» Information provided
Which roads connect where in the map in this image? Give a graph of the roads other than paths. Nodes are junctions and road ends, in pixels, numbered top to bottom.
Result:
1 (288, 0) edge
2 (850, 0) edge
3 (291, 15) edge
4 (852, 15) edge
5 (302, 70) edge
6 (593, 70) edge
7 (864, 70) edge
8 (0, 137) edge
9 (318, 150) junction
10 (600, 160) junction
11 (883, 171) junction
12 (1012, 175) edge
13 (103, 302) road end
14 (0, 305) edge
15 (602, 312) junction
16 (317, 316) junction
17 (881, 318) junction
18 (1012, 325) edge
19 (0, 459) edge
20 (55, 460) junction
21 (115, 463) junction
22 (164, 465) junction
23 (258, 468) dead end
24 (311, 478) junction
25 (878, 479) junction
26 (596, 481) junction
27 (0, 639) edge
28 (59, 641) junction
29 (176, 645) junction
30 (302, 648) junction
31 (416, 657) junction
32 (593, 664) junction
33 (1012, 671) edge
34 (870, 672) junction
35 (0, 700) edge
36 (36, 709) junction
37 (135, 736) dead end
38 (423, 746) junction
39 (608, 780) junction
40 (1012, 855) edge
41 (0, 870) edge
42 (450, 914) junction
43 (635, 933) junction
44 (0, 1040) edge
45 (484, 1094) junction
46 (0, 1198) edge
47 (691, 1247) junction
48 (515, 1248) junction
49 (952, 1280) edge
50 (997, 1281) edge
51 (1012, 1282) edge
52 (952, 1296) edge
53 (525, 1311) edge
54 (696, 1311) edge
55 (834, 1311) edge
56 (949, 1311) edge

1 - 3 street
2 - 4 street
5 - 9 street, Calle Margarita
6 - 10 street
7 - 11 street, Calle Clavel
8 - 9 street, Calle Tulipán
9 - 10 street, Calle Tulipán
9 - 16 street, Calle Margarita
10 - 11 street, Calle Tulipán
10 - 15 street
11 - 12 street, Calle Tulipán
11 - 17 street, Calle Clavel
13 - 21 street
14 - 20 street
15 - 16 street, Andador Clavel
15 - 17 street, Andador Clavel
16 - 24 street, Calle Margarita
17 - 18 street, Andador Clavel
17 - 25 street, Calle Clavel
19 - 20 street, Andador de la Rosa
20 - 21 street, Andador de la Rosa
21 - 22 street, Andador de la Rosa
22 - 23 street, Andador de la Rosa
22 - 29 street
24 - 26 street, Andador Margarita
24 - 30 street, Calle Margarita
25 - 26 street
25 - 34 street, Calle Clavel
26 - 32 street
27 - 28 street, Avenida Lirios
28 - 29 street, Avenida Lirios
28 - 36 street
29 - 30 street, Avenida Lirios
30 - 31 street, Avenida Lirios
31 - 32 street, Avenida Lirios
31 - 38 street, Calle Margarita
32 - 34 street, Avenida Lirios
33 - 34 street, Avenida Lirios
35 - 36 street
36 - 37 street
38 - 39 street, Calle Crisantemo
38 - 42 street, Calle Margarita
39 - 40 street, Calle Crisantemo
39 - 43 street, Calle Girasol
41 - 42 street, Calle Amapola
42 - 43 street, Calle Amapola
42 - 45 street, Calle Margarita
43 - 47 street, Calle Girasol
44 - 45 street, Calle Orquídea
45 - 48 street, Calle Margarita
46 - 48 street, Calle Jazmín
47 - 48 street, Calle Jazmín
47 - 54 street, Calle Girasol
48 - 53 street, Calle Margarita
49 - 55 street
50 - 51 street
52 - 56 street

» Activity
All of the material is to be retyped verbatim.

» Written answer
Which roads connect where in the map in this image? Give a graph of the roads other than paths. Nodes are junctions and road ends, in pixels, numbered top to bottom.
Result:
1 (288, 0) edge
2 (850, 0) edge
3 (291, 15) edge
4 (852, 15) edge
5 (302, 70) edge
6 (593, 70) edge
7 (864, 70) edge
8 (0, 137) edge
9 (318, 150) junction
10 (600, 160) junction
11 (883, 171) junction
12 (1012, 175) edge
13 (103, 302) road end
14 (0, 305) edge
15 (602, 312) junction
16 (317, 316) junction
17 (881, 318) junction
18 (1012, 325) edge
19 (0, 459) edge
20 (55, 460) junction
21 (115, 463) junction
22 (164, 465) junction
23 (258, 468) dead end
24 (311, 478) junction
25 (878, 479) junction
26 (596, 481) junction
27 (0, 639) edge
28 (59, 641) junction
29 (176, 645) junction
30 (302, 648) junction
31 (416, 657) junction
32 (593, 664) junction
33 (1012, 671) edge
34 (870, 672) junction
35 (0, 700) edge
36 (36, 709) junction
37 (135, 736) dead end
38 (423, 746) junction
39 (608, 780) junction
40 (1012, 855) edge
41 (0, 870) edge
42 (450, 914) junction
43 (635, 933) junction
44 (0, 1040) edge
45 (484, 1094) junction
46 (0, 1198) edge
47 (691, 1247) junction
48 (515, 1248) junction
49 (952, 1280) edge
50 (997, 1281) edge
51 (1012, 1282) edge
52 (952, 1296) edge
53 (525, 1311) edge
54 (696, 1311) edge
55 (834, 1311) edge
56 (949, 1311) edge

1 - 3 street
2 - 4 street
5 - 9 street, Calle Margarita
6 - 10 street
7 - 11 street, Calle Clavel
8 - 9 street, Calle Tulipán
9 - 10 street, Calle Tulipán
9 - 16 street, Calle Margarita
10 - 11 street, Calle Tulipán
10 - 15 street
11 - 12 street, Calle Tulipán
11 - 17 street, Calle Clavel
13 - 21 street
14 - 20 street
15 - 16 street, Andador Clavel
15 - 17 street, Andador Clavel
16 - 24 street, Calle Margarita
17 - 18 street, Andador Clavel
17 - 25 street, Calle Clavel
19 - 20 street, Andador de la Rosa
20 - 21 street, Andador de la Rosa
21 - 22 street, Andador de la Rosa
22 - 23 street, Andador de la Rosa
22 - 29 street
24 - 26 street, Andador Margarita
24 - 30 street, Calle Margarita
25 - 26 street
25 - 34 street, Calle Clavel
26 - 32 street
27 - 28 street, Avenida Lirios
28 - 29 street, Avenida Lirios
28 - 36 street
29 - 30 street, Avenida Lirios
30 - 31 street, Avenida Lirios
31 - 32 street, Avenida Lirios
31 - 38 street, Calle Margarita
32 - 34 street, Avenida Lirios
33 - 34 street, Avenida Lirios
35 - 36 street
36 - 37 street
38 - 39 street, Calle Crisantemo
38 - 42 street, Calle Margarita
39 - 40 street, Calle Crisantemo
39 - 43 street, Calle Girasol
41 - 42 street, Calle Amapola
42 - 43 street, Calle Amapola
42 - 45 street, Calle Margarita
43 - 47 street, Calle Girasol
44 - 45 street, Calle Orquídea
45 - 48 street, Calle Margarita
46 - 48 street, Calle Jazmín
47 - 48 street, Calle Jazmín
47 - 54 street, Calle Girasol
48 - 53 street, Calle Margarita
49 - 55 street
50 - 51 street
52 - 56 street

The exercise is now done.